Stream.generate redux

Fri May 10 09:47:48 PDT 2013

Mostly this comes down to splitting characteristics, which has a 
significant effect on whether parallel pipelines do as you expect them to.

We can easily generate an infinite stream from an Iterator, and even can 
parallelize it some for problems with enough Q, but the splitting for 
that will always suck.  The naive split is (first, rest), and while 
there are less naive versions, they still come down to (a few, a lot), 
which results in a lopsided computation tree that is very deep on the 
right.  These right-heavy trees really suck.  They often give poor 
parallelism, and have bad space utilization behaviors (Paul has been 
chasing OOMEs over these for weeks now.)

The main nice property about the finite generator is that it can be 
implemented as basically:

   range(0, BIG).map(i -> f())

What we gain here is that now the source spliterator for our stream is 
balanced and sized; this means we'll get nicely balanced trees and 
predictable splits.  This enables some big optimizations, and avoids 
some big potholes.

You are right that there's a semantic reason to limit primitive streams 
(the wraparound will likely cause errors) which is not present with an 
object stream.  But the splitting behavior is still a big problem.
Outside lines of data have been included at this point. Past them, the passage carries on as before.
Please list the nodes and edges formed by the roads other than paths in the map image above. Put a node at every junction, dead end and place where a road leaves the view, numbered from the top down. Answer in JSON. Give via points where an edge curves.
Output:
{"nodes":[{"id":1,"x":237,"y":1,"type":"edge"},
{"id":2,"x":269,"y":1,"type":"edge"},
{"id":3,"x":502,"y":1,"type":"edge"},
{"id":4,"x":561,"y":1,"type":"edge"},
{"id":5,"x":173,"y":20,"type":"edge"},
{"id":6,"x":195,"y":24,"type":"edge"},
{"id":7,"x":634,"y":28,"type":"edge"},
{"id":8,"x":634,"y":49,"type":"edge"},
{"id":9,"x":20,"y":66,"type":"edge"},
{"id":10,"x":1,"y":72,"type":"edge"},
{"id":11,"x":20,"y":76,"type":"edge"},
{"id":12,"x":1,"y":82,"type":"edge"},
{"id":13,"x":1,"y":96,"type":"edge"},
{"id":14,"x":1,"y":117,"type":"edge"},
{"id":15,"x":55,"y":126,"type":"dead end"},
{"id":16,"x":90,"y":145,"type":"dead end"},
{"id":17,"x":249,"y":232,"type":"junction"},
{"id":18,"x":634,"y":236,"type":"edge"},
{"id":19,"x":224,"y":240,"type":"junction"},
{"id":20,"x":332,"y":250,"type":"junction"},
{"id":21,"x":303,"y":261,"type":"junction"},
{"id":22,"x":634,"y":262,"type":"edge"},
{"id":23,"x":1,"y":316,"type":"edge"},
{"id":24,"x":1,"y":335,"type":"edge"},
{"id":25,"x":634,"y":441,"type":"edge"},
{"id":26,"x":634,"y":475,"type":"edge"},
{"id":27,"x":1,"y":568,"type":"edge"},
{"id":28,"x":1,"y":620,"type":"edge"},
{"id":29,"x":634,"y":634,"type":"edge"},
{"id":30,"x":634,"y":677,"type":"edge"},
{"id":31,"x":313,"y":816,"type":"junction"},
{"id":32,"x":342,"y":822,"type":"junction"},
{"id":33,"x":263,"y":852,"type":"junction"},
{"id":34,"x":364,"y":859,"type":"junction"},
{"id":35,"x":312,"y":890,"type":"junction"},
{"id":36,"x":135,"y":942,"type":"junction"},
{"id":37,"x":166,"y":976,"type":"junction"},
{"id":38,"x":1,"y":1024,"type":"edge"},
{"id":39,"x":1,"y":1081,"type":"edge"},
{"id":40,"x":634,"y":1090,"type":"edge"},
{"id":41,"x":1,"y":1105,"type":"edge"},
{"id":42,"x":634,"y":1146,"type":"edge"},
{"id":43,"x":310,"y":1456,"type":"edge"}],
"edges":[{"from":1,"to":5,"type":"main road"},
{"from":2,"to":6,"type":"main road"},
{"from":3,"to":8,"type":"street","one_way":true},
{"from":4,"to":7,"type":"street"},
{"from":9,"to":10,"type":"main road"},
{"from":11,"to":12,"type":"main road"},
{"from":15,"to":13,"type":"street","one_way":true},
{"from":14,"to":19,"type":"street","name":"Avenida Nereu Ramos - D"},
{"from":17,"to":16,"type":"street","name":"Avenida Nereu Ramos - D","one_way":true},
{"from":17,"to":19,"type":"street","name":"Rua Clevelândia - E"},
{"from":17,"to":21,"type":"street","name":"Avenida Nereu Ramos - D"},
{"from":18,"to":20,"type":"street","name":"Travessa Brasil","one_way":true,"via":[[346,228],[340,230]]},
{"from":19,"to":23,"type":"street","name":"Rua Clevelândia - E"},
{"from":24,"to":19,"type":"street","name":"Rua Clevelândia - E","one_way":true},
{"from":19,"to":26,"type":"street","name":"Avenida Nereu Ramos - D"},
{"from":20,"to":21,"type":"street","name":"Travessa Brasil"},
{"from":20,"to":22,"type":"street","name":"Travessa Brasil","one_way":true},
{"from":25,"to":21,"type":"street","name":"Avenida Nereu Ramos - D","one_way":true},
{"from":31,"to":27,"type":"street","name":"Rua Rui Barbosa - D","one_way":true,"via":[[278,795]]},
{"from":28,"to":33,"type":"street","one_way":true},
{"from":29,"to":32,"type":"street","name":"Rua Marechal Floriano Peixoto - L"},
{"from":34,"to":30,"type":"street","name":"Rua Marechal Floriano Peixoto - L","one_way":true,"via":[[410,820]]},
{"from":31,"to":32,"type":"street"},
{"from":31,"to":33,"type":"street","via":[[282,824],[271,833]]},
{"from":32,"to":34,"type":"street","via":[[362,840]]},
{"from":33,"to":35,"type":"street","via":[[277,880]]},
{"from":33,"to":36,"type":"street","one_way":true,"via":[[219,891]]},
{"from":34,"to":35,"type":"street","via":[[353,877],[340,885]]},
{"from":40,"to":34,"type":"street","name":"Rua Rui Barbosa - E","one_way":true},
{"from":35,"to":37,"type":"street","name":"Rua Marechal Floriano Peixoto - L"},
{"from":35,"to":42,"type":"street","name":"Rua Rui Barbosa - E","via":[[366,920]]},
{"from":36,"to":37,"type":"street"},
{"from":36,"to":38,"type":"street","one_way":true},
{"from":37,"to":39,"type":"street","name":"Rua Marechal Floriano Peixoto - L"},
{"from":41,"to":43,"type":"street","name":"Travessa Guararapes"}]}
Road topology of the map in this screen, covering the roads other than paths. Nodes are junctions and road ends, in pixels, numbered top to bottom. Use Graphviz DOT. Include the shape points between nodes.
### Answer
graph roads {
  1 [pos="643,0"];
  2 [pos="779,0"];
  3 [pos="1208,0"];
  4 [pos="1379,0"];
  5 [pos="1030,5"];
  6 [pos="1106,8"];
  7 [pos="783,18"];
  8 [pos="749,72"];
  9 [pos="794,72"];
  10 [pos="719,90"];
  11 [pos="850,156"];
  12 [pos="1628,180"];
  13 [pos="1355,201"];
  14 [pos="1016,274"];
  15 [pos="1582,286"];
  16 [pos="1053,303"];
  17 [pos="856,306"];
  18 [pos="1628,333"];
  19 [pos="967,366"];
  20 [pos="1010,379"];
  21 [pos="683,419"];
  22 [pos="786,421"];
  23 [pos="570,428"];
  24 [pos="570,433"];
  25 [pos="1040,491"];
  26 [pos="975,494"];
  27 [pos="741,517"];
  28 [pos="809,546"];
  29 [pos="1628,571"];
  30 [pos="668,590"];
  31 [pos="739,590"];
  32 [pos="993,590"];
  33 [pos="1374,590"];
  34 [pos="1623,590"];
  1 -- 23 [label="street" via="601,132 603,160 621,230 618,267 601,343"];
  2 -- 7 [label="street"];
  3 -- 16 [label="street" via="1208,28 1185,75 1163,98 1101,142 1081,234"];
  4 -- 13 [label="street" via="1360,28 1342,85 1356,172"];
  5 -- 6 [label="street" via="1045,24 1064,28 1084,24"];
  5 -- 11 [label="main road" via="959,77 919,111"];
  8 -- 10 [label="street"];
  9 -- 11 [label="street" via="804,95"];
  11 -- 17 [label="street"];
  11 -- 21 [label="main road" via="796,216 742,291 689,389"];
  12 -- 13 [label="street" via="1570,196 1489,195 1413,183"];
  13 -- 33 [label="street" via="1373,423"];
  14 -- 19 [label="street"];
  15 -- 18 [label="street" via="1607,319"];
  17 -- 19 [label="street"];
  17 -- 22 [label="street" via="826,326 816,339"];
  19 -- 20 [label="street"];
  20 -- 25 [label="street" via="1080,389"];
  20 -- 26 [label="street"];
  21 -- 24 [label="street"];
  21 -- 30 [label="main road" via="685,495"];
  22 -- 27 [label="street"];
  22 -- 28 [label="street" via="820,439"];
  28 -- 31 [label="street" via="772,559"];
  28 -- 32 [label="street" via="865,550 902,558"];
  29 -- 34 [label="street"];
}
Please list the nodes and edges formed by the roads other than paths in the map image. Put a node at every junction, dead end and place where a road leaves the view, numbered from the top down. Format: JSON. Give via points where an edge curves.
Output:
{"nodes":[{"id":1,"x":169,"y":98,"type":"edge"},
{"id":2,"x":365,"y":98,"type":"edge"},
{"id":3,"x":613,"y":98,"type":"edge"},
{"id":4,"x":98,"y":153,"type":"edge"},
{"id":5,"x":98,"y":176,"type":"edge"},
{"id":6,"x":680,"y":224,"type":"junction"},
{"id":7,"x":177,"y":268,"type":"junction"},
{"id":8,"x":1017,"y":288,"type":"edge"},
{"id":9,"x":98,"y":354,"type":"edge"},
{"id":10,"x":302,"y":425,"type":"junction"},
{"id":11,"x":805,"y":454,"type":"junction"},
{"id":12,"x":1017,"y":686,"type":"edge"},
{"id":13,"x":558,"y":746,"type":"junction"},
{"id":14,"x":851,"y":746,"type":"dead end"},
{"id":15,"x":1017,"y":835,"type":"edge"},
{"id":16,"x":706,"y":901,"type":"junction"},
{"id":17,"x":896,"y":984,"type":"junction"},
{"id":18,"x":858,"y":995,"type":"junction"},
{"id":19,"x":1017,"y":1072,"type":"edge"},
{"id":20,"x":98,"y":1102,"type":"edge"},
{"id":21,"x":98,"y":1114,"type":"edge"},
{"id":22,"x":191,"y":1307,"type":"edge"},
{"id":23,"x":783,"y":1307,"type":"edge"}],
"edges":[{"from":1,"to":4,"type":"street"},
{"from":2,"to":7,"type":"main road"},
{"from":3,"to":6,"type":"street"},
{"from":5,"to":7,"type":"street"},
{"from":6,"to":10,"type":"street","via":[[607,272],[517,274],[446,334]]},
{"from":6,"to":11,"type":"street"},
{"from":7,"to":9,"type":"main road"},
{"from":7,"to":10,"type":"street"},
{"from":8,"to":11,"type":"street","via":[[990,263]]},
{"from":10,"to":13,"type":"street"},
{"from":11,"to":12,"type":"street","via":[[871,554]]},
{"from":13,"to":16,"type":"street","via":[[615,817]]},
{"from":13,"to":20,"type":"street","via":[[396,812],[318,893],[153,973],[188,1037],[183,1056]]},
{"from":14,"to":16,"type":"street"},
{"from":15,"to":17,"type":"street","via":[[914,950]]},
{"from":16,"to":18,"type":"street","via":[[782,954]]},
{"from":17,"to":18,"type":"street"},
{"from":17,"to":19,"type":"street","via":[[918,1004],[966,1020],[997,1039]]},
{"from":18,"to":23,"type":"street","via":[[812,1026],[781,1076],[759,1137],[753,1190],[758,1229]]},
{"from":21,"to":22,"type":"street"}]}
As to your question, yes, after Long.MAX_VALUES elements, the stream 
would terminate.  It would be a finite stream.

On 5/10/2013 12:33 PM, Joe Bowbeer wrote:
> Concerning the question regarding Long.MAX_VALUE values, I bet this is
> enough for most use cases, but is that the right question -- when one is
> dealing with an infinite stream?
>
> I "might" be OK with limiting the number of values in the case of
> primitive streams, because of the inherent constraints on primitive
> values, but I would not want to limit the number of values generated for
> an infinite non-primitive Stream.  Btw, what would happen after
> Long.MAX_VALUES were generated?  The stream-driven computation would stop?
>
> Joe
>
>
> On Fri, May 10, 2013 at 8:53 AM, Paul Sandoz <paul.sandoz at oracle.com
> <mailto:paul.sandoz at oracle.com>> wrote:
>
>     We have three choices for implementations for
>     Int/Long/Double/Stream.generate. Note that the expectation is
>     Stream.generate will be used in conjunction with a short-circuiting
>     operation, such as limit, and generate serves as the implementation
>     for generating streams of random numbers with Random.
>
>     The 3 choices:
>
>     1) infinite, ordered, iterator-based, right-balanced tree
>
>     This is the current state of affairs and tends to parallelize poorly
>     due to it being iterator-based, which results in the production of
>     right-balanced (unbalanced) trees.
>
>     Infinite is potentially a desirable property, but infinite and
>     right-balanced combined are a poor combination.
>
>     Ordered is not intrinsically bad. It depends on what constraints are
>     applied to invoking the supplier. If the constraint is the supplier
>     may be called concurrently or in no particular order then the stream
>     should not report any encounter order since non-deterministic
>     results could be produced, contradicting that the stream has an
>     encounter order.
>
>     Consider this example:
>
>        LongStream.range(0, Long.MAX_VALUE).parallel().map(i ->
>     supplier.get());
>
>     The stream input to the map has an encounter but the supplier is
>     called in a temporal order, so the elements in the stream output
>     from the map will be jumbled up in no particular order.
>
>     It just so happens for 1) that the supplier is not called
>     concurrently, this is a consequence of being an iterator-based supplier.
>
>
>     2) finite of known size, unordered, using LongStream.range(0,
>     Long.MAX_VALUE).map(i -> s.get()).unordered()
>
>     A maximum of Long.MAX_VALUE elements will be generated.
>
>     We need to explicitly make the stream unordered, since map,
>     reasonably, preserves order, assuming there is a correlation between
>     the input and output.
>
>     This implementation can now be combined with limit with out throwing
>     OOMEs, since we recently optimized limit with sized streams in the
>     lambda repo.
>
>
>     3) infinite, unordered, using infinite supplying spliterator
>
>     This can also be combined with limit with out throwing OOMEs,
>     pending changes to the limit implementation (I have a patch).
>       Previously i thought it would be tricky but Brian and I have
>     managed to optimize the limit case for unordered streams.
>
>
>     I like the fact that 3) is now possible :-) there is a price to be
>     paid though for limiting since it requires some buffering of
>     elements and CASing on an AtomicLong (optimistically buffering
>     reduces the number of CASes). 2) requires no buffering or use of
>     concurrent data structures.
>
>     So... i think it primarily comes down to:
>
>        finite; or infinite with some extra cost
>
>     ?
>
>     Is Long.MAX_VALUE generated elements sufficient for most needs?
>
>     FWIW perhaps an infinite source of generated values makes more sense
>     if there were additional ways of short-circuiting such as
>     cancellation (as we previously had and could add back) or if there
>     are a limitWhile/takeWhile operations.
>
>     Paul.
>
>